Prompt ->
Once the pictures have been removed, repeat the remainder of the records exactly.

Data listing ->
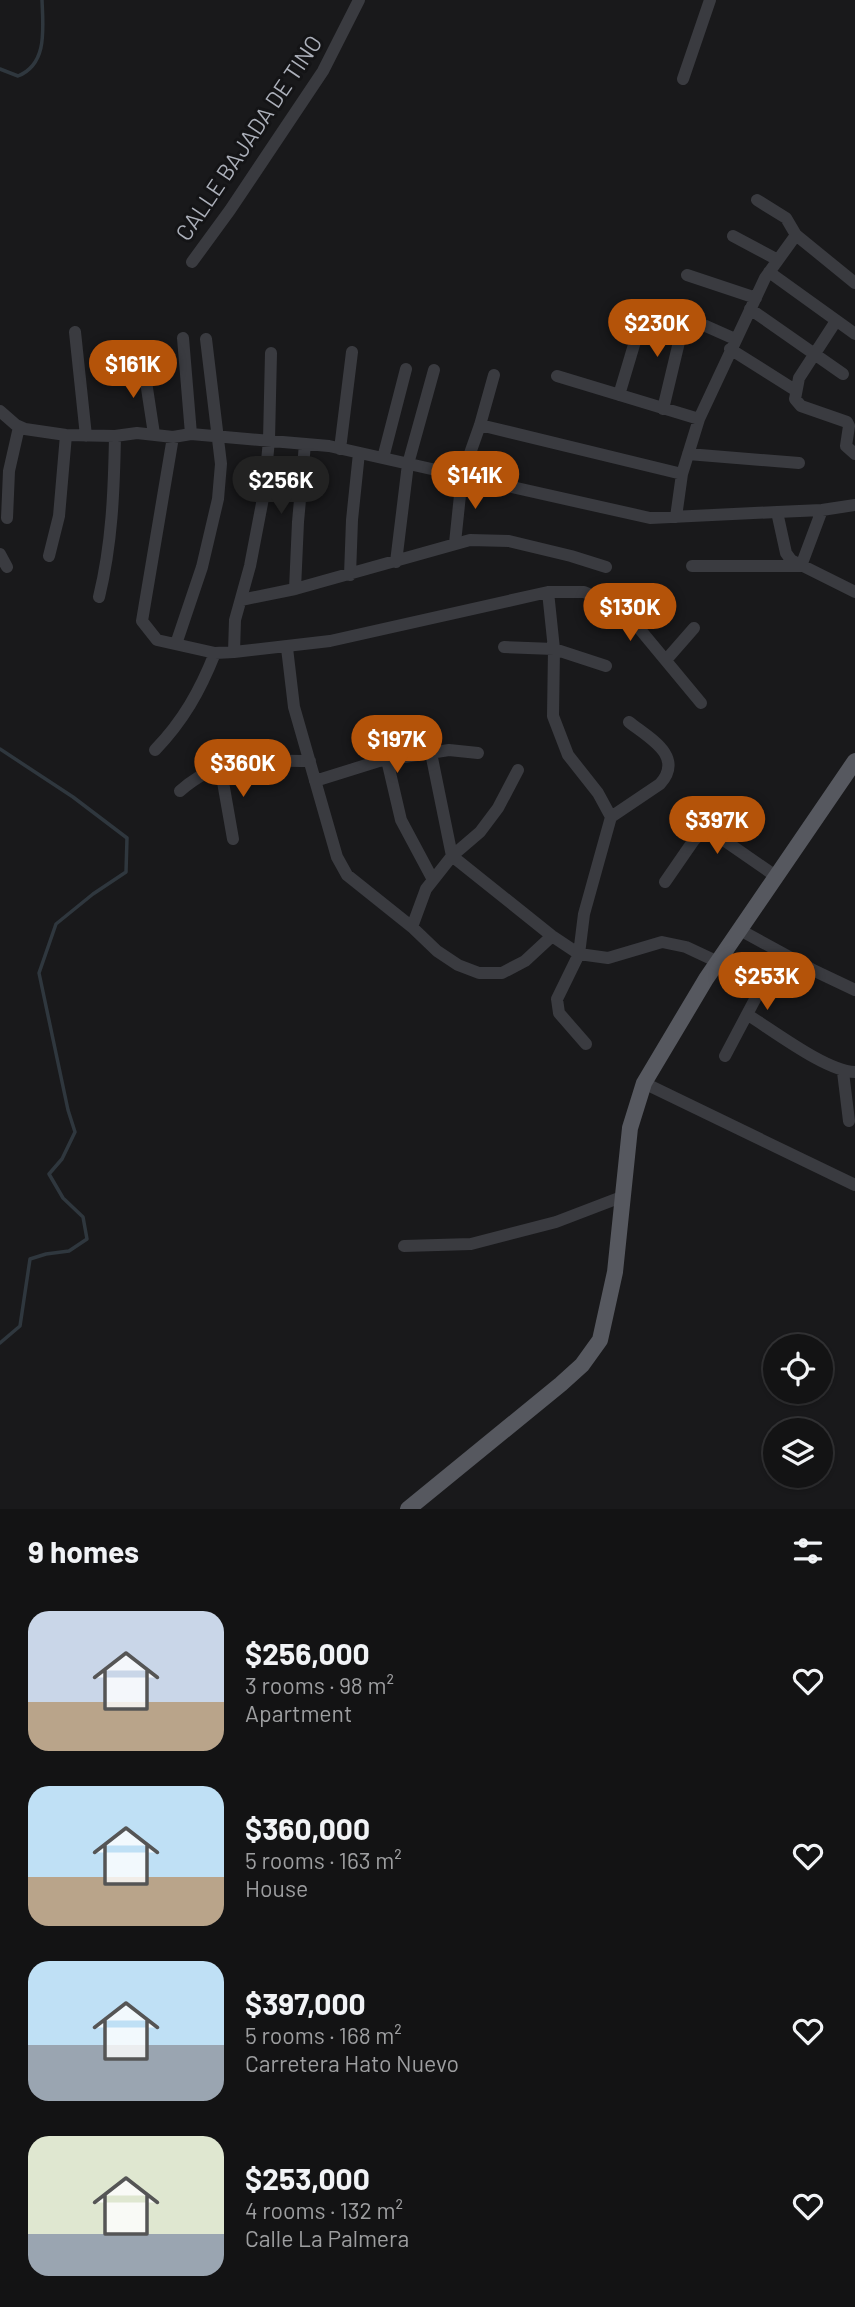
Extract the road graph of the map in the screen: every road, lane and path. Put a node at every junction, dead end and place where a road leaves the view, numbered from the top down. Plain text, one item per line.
1 (359, 0) edge
2 (710, 0) edge
3 (683, 79) dead end
4 (757, 200) dead end
5 (796, 235) junction
6 (733, 236) dead end
7 (778, 260) junction
8 (192, 262) dead end
9 (769, 272) junction
10 (687, 275) dead end
11 (855, 283) edge
12 (753, 303) junction
13 (687, 319) junction
14 (836, 321) junction
15 (75, 332) dead end
16 (855, 334) edge
17 (183, 338) dead end
18 (206, 339) dead end
19 (732, 344) junction
20 (352, 352) dead end
21 (271, 353) dead end
22 (814, 354) junction
23 (143, 362) dead end
24 (406, 369) dead end
25 (435, 370) dead end
26 (843, 374) dead end
27 (494, 375) dead end
28 (557, 376) dead end
29 (795, 390) junction
30 (619, 396) junction
31 (663, 409) junction
32 (0, 411) edge
33 (699, 419) junction
34 (480, 425) junction
35 (19, 427) junction
36 (153, 434) junction
37 (191, 434) junction
38 (66, 435) junction
39 (86, 436) junction
40 (115, 436) junction
41 (173, 437) junction
42 (217, 437) junction
43 (270, 440) junction
44 (305, 444) junction
45 (340, 449) junction
46 (359, 453) junction
47 (688, 454) junction
48 (855, 454) edge
49 (383, 458) junction
50 (799, 463) dead end
51 (408, 464) junction
52 (682, 474) junction
53 (462, 476) junction
54 (855, 505) edge
55 (822, 510) junction
56 (777, 512) junction
57 (7, 517) dead end
58 (676, 517) junction
59 (455, 543) junction
60 (0, 554) edge
61 (49, 556) dead end
62 (396, 562) junction
63 (692, 566) dead end
64 (801, 566) junction
65 (7, 567) dead end
66 (606, 567) dead end
67 (350, 575) junction
68 (295, 589) junction
69 (548, 592) junction
70 (855, 592) edge
71 (99, 597) dead end
72 (241, 600) junction
73 (694, 628) dead end
74 (176, 644) junction
75 (504, 647) dead end
76 (286, 648) junction
77 (554, 649) junction
78 (234, 652) junction
79 (215, 653) junction
80 (666, 660) junction
81 (606, 666) dead end
82 (701, 703) dead end
83 (629, 722) dead end
84 (155, 750) dead end
85 (431, 753) junction
86 (478, 753) dead end
87 (387, 760) junction
88 (310, 761) junction
89 (855, 761) edge
90 (220, 765) junction
91 (518, 770) dead end
92 (315, 781) junction
93 (180, 791) dead end
94 (611, 817) junction
95 (233, 839) dead end
96 (452, 856) junction
97 (777, 877) junction
98 (432, 878) junction
99 (665, 882) dead end
100 (412, 927) junction
101 (740, 930) junction
102 (552, 936) junction
103 (780, 952) junction
104 (579, 954) junction
105 (718, 962) junction
106 (855, 990) edge
107 (748, 1015) junction
108 (586, 1044) dead end
109 (725, 1056) dead end
110 (849, 1072) edge
111 (644, 1083) junction
112 (849, 1121) dead end
113 (855, 1185) edge
114 (624, 1196) junction
115 (404, 1246) dead end
116 (408, 1509) edge

1 - 8 street, CALLE BAJADA DE TINO
2 - 3 street
4 - 5 street
5 - 7 street
5 - 11 street
6 - 7 street
7 - 9 street
9 - 12 street
9 - 14 street
10 - 12 street
12 - 19 street
12 - 22 street
13 - 19 street
13 - 30 street
13 - 31 street
14 - 16 street
14 - 22 street
15 - 39 street
17 - 37 street
18 - 42 street
19 - 29 street
19 - 33 street
20 - 45 street
21 - 43 street
22 - 26 street
22 - 29 street
23 - 36 street
24 - 49 street
25 - 51 street
27 - 34 street
28 - 30 street
29 - 48 street
30 - 31 street
31 - 33 street
32 - 35 street
33 - 47 street
34 - 52 street
34 - 53 street
35 - 38 street
35 - 57 street
36 - 40 street
36 - 41 street
37 - 41 street
37 - 42 street
38 - 39 street
38 - 61 street
39 - 40 street
40 - 71 street
41 - 74 street
42 - 43 street
42 - 74 street
43 - 44 street
43 - 72 street
44 - 45 street
44 - 68 street
45 - 46 street
46 - 49 street
46 - 67 street
47 - 50 street
47 - 52 street
49 - 51 street
51 - 53 street
51 - 62 street
52 - 58 street
53 - 58 street
53 - 59 street
54 - 55 street
55 - 56 street
55 - 64 street
56 - 58 street
56 - 64 street
59 - 62 street
59 - 66 street
60 - 65 street
62 - 67 street
63 - 64 street
64 - 70 street
67 - 68 street
68 - 72 street
69 - 76 street
69 - 77 street
69 - 80 street
72 - 78 street
73 - 80 street
74 - 79 street
75 - 77 street
76 - 78 street
76 - 88 street
77 - 81 street
77 - 94 street
78 - 79 street
79 - 84 street
80 - 82 street
83 - 94 street
85 - 86 street
85 - 87 street
85 - 96 street
87 - 92 street
87 - 98 street
88 - 90 street
88 - 92 street
89 - 97 main road
90 - 93 street
90 - 95 street
91 - 96 street
92 - 100 street
94 - 104 street
96 - 98 street
96 - 102 street
97 - 99 street
97 - 101 main road
98 - 100 street
100 - 102 street
101 - 103 street
101 - 105 main road
102 - 104 street
103 - 106 street
103 - 107 street
104 - 105 street
104 - 108 street
105 - 111 main road
107 - 109 street
107 - 110 street
110 - 112 street
111 - 113 street
111 - 114 main road
114 - 115 street
114 - 116 main road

Exercise answer ->
Extract the road graph of the map in the screen: every road, lane and path. Put a node at every junction, dead end and place where a road leaves the view, numbered from the top down. Plain text, one item per line.
1 (359, 0) edge
2 (710, 0) edge
3 (683, 79) dead end
4 (757, 200) dead end
5 (796, 235) junction
6 (733, 236) dead end
7 (778, 260) junction
8 (192, 262) dead end
9 (769, 272) junction
10 (687, 275) dead end
11 (855, 283) edge
12 (753, 303) junction
13 (687, 319) junction
14 (836, 321) junction
15 (75, 332) dead end
16 (855, 334) edge
17 (183, 338) dead end
18 (206, 339) dead end
19 (732, 344) junction
20 (352, 352) dead end
21 (271, 353) dead end
22 (814, 354) junction
23 (143, 362) dead end
24 (406, 369) dead end
25 (435, 370) dead end
26 (843, 374) dead end
27 (494, 375) dead end
28 (557, 376) dead end
29 (795, 390) junction
30 (619, 396) junction
31 (663, 409) junction
32 (0, 411) edge
33 (699, 419) junction
34 (480, 425) junction
35 (19, 427) junction
36 (153, 434) junction
37 (191, 434) junction
38 (66, 435) junction
39 (86, 436) junction
40 (115, 436) junction
41 (173, 437) junction
42 (217, 437) junction
43 (270, 440) junction
44 (305, 444) junction
45 (340, 449) junction
46 (359, 453) junction
47 (688, 454) junction
48 (855, 454) edge
49 (383, 458) junction
50 (799, 463) dead end
51 (408, 464) junction
52 (682, 474) junction
53 (462, 476) junction
54 (855, 505) edge
55 (822, 510) junction
56 (777, 512) junction
57 (7, 517) dead end
58 (676, 517) junction
59 (455, 543) junction
60 (0, 554) edge
61 (49, 556) dead end
62 (396, 562) junction
63 (692, 566) dead end
64 (801, 566) junction
65 (7, 567) dead end
66 (606, 567) dead end
67 (350, 575) junction
68 (295, 589) junction
69 (548, 592) junction
70 (855, 592) edge
71 (99, 597) dead end
72 (241, 600) junction
73 (694, 628) dead end
74 (176, 644) junction
75 (504, 647) dead end
76 (286, 648) junction
77 (554, 649) junction
78 (234, 652) junction
79 (215, 653) junction
80 (666, 660) junction
81 (606, 666) dead end
82 (701, 703) dead end
83 (629, 722) dead end
84 (155, 750) dead end
85 (431, 753) junction
86 (478, 753) dead end
87 (387, 760) junction
88 (310, 761) junction
89 (855, 761) edge
90 (220, 765) junction
91 (518, 770) dead end
92 (315, 781) junction
93 (180, 791) dead end
94 (611, 817) junction
95 (233, 839) dead end
96 (452, 856) junction
97 (777, 877) junction
98 (432, 878) junction
99 (665, 882) dead end
100 (412, 927) junction
101 (740, 930) junction
102 (552, 936) junction
103 (780, 952) junction
104 (579, 954) junction
105 (718, 962) junction
106 (855, 990) edge
107 (748, 1015) junction
108 (586, 1044) dead end
109 (725, 1056) dead end
110 (849, 1072) edge
111 (644, 1083) junction
112 (849, 1121) dead end
113 (855, 1185) edge
114 (624, 1196) junction
115 (404, 1246) dead end
116 (408, 1509) edge

1 - 8 street, CALLE BAJADA DE TINO
2 - 3 street
4 - 5 street
5 - 7 street
5 - 11 street
6 - 7 street
7 - 9 street
9 - 12 street
9 - 14 street
10 - 12 street
12 - 19 street
12 - 22 street
13 - 19 street
13 - 30 street
13 - 31 street
14 - 16 street
14 - 22 street
15 - 39 street
17 - 37 street
18 - 42 street
19 - 29 street
19 - 33 street
20 - 45 street
21 - 43 street
22 - 26 street
22 - 29 street
23 - 36 street
24 - 49 street
25 - 51 street
27 - 34 street
28 - 30 street
29 - 48 street
30 - 31 street
31 - 33 street
32 - 35 street
33 - 47 street
34 - 52 street
34 - 53 street
35 - 38 street
35 - 57 street
36 - 40 street
36 - 41 street
37 - 41 street
37 - 42 street
38 - 39 street
38 - 61 street
39 - 40 street
40 - 71 street
41 - 74 street
42 - 43 street
42 - 74 street
43 - 44 street
43 - 72 street
44 - 45 street
44 - 68 street
45 - 46 street
46 - 49 street
46 - 67 street
47 - 50 street
47 - 52 street
49 - 51 street
51 - 53 street
51 - 62 street
52 - 58 street
53 - 58 street
53 - 59 street
54 - 55 street
55 - 56 street
55 - 64 street
56 - 58 street
56 - 64 street
59 - 62 street
59 - 66 street
60 - 65 street
62 - 67 street
63 - 64 street
64 - 70 street
67 - 68 street
68 - 72 street
69 - 76 street
69 - 77 street
69 - 80 street
72 - 78 street
73 - 80 street
74 - 79 street
75 - 77 street
76 - 78 street
76 - 88 street
77 - 81 street
77 - 94 street
78 - 79 street
79 - 84 street
80 - 82 street
83 - 94 street
85 - 86 street
85 - 87 street
85 - 96 street
87 - 92 street
87 - 98 street
88 - 90 street
88 - 92 street
89 - 97 main road
90 - 93 street
90 - 95 street
91 - 96 street
92 - 100 street
94 - 104 street
96 - 98 street
96 - 102 street
97 - 99 street
97 - 101 main road
98 - 100 street
100 - 102 street
101 - 103 street
101 - 105 main road
102 - 104 street
103 - 106 street
103 - 107 street
104 - 105 street
104 - 108 street
105 - 111 main road
107 - 109 street
107 - 110 street
110 - 112 street
111 - 113 street
111 - 114 main road
114 - 115 street
114 - 116 main road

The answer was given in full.